The Aston Martin DB11’s interior is beautifully laid out, with traditional cues such as the center-stack mounted engine start button surrounded by the gear selector buttons. The infotainment system is the previous version of Mercedes-Benz’s COMAND interface, again a result of the Daimler partnership. This system lacks Apple CarPlay and Android Auto connectivity, and is definitely well past its prime. Bluetooth streaming audio is on board, and sound quality is decent, but nowhere near up to the caliber of the Bang & Olufsen systems offered in the previous generation car.
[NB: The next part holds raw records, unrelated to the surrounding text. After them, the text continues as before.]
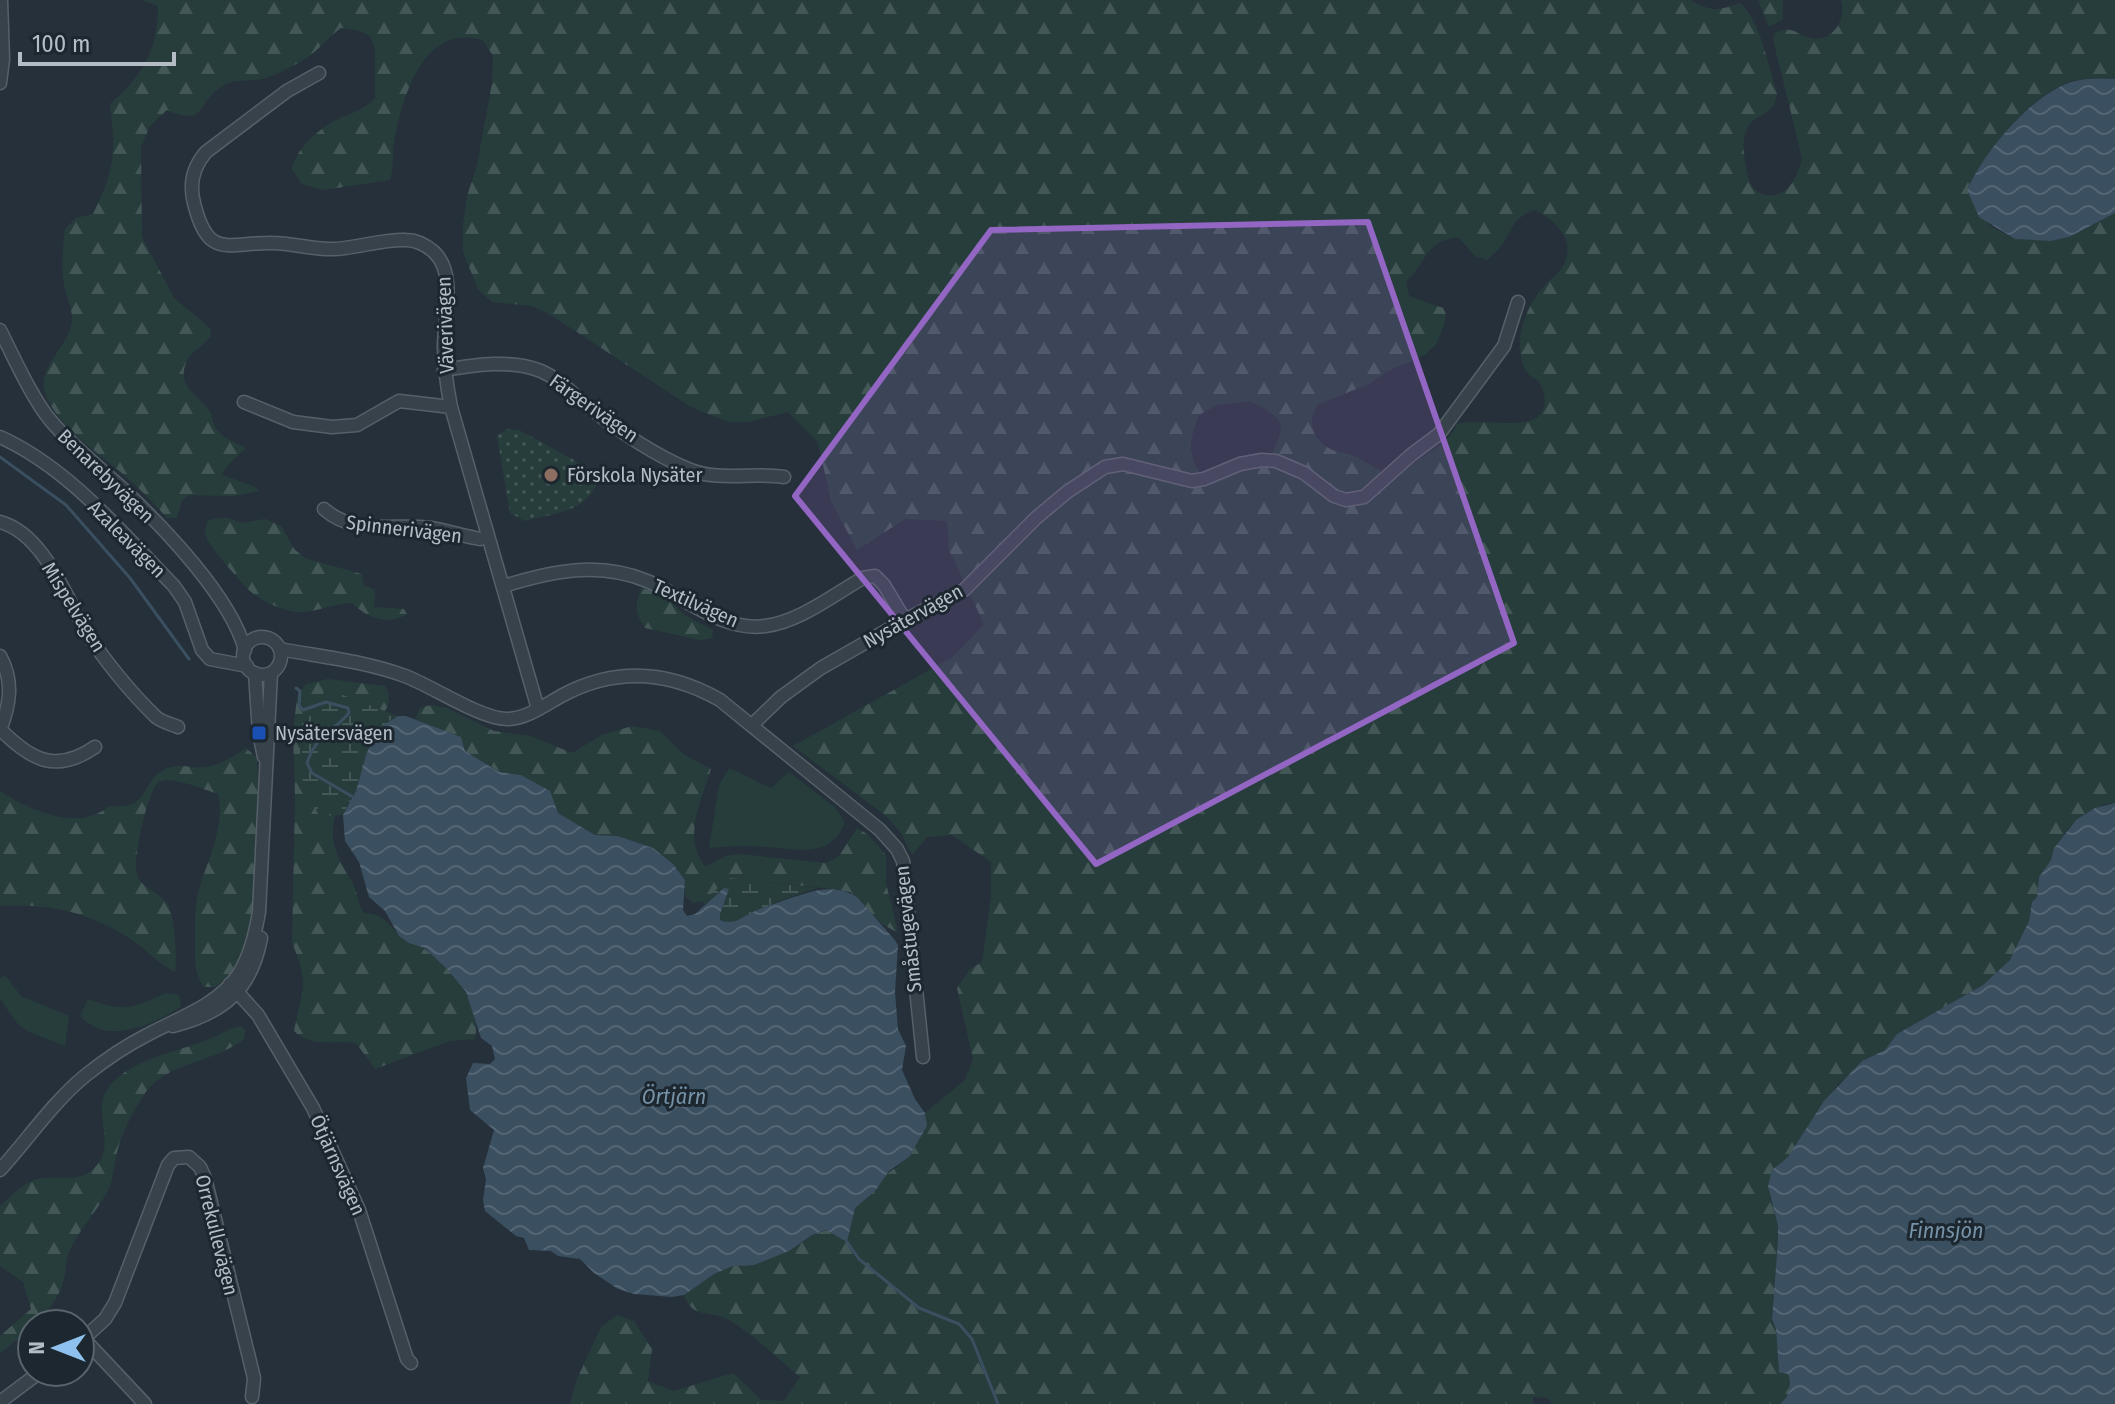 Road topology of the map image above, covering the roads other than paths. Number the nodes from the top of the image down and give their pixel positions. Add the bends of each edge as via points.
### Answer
1 (1, 0) edge
2 (319, 73) dead end
3 (0, 83) edge
4 (1518, 302) dead end
5 (0, 330) edge
6 (444, 370) junction
7 (244, 402) dead end
8 (451, 407) junction
9 (0, 437) edge
10 (784, 477) dead end
11 (324, 509) dead end
12 (0, 522) edge
13 (488, 537) junction
14 (504, 586) junction
15 (229, 610) junction
16 (905, 620) junction
17 (261, 638) junction
18 (280, 649) junction
19 (244, 651) junction
20 (304, 655) junction
21 (0, 656) edge
22 (224, 663) junction
23 (275, 668) junction
24 (251, 670) junction
25 (538, 709) junction
26 (752, 725) junction
27 (178, 727) dead end
28 (1, 730) edge
29 (95, 747) dead end
30 (266, 763) junction
31 (234, 988) junction
32 (923, 1057) dead end
33 (0, 1170) edge
34 (96, 1328) edge
35 (96, 1355) edge
36 (411, 1363) dead end
37 (19, 1388) edge
38 (252, 1397) dead end
39 (0, 1402) edge
40 (145, 1404) edge

1 - 3 street
2 - 6 street, Väverivägen via 228,133 198,161 192,196 201,224 215,243 232,246 268,242 335,249 417,241 437,255 446,273
4 - 16 street, Nysätervägen via 1504,346 1439,434 1364,497 1334,496 1304,473 1276,461 1240,464 1192,481 1114,465 1067,492 964,590
5 - 15 street, Benarebyvägen via 48,418 196,567
6 - 8 street, Väverivägen
6 - 10 street, Färgerivägen via 507,364 538,370 692,471
7 - 8 street via 293,422 332,427 357,425 399,401
8 - 13 street, Väverivägen
9 - 22 street, Azaleavägen via 48,465 122,533 185,602 205,655
11 - 13 street, Spinnerivägen via 341,522 356,525
12 - 27 street, Mispelvägen via 22,534 54,571 86,631 158,719
13 - 14 street, Väverivägen
14 - 16 street, Textilvägen via 566,570 604,569 648,581 709,614 751,627 790,619 875,576
14 - 25 street, Väverivägen
15 - 17 street, Benarebyvägen
15 - 19 street, Benarebyvägen
16 - 26 street, Nysätervägen via 800,681
17 - 18 street
17 - 19 street
18 - 20 street
18 - 23 street
19 - 22 street
19 - 24 street
20 - 23 street
20 - 25 street via 385,669 498,718
21 - 28 street via 10,686
22 - 24 street
23 - 24 street
23 - 30 street
24 - 30 street
25 - 26 street via 601,679 655,676 697,687
26 - 32 street, Småstugevägen via 897,849 903,861
28 - 29 street via 21,749 53,762 72,760
30 - 31 street via 261,939 257,956
31 - 33 street via 204,1017 144,1036 111,1056 59,1100
31 - 36 street, Ötjärnsvägen via 258,1015 313,1108 359,1210
34 - 38 street, Orrekullevägen via 115,1303 168,1165 174,1158 189,1157 205,1178 254,1378
35 - 40 street
37 - 39 street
The DB11 V8 starts at $236,400 in Canada, just above the Vantage in the lineup. Our test vehicle was optioned with power seat bolsters, Aston Martin premium audio, Q Special paint, Nexus Quilting, Celestial Perforation, and yellow brake calipers. Factor in a Black Pack for the exterior, smoked taillights, and some miscellaneous items and the total comes to $270,860 before fees and taxes. With a virtually unlimited amount of customization available, the as-tested price is purely an estimate and your ideal spec DB11 could come to tens of thousands above or below this price.
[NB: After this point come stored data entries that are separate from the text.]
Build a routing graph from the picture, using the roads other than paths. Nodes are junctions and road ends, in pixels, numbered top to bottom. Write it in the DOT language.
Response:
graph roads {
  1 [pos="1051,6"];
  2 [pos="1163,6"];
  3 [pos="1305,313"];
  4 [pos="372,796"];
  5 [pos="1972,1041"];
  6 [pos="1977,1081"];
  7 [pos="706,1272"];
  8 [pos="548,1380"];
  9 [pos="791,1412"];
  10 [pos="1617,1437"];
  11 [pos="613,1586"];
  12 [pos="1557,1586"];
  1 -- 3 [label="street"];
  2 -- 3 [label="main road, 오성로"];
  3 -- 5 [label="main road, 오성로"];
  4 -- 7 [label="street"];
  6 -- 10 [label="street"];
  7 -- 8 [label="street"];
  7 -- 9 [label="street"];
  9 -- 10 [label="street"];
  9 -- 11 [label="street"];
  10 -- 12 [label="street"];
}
Comparatively, the DB11 stacks up quite well against the likes of the Rolls-Royce Wraith, Bentley Continental GT and even its quasi-cousin, the Mercedes-AMG GT R. As far as dedicated grand tourers are concerned though, only the Bentley comes dangerously close, and the typical Aston Martin buyer wouldn’t be cross-shopping Continental GTs. As it stands, the DB11 is surprisingly usable in a day-to-day situation, and with its observed fuel efficiency of 13.2L/100km, is also relatively efficient. The 2020 Aston Martin DB11 V8 Coupe is a spectacular grand tourer and certainly worthy of the storied name.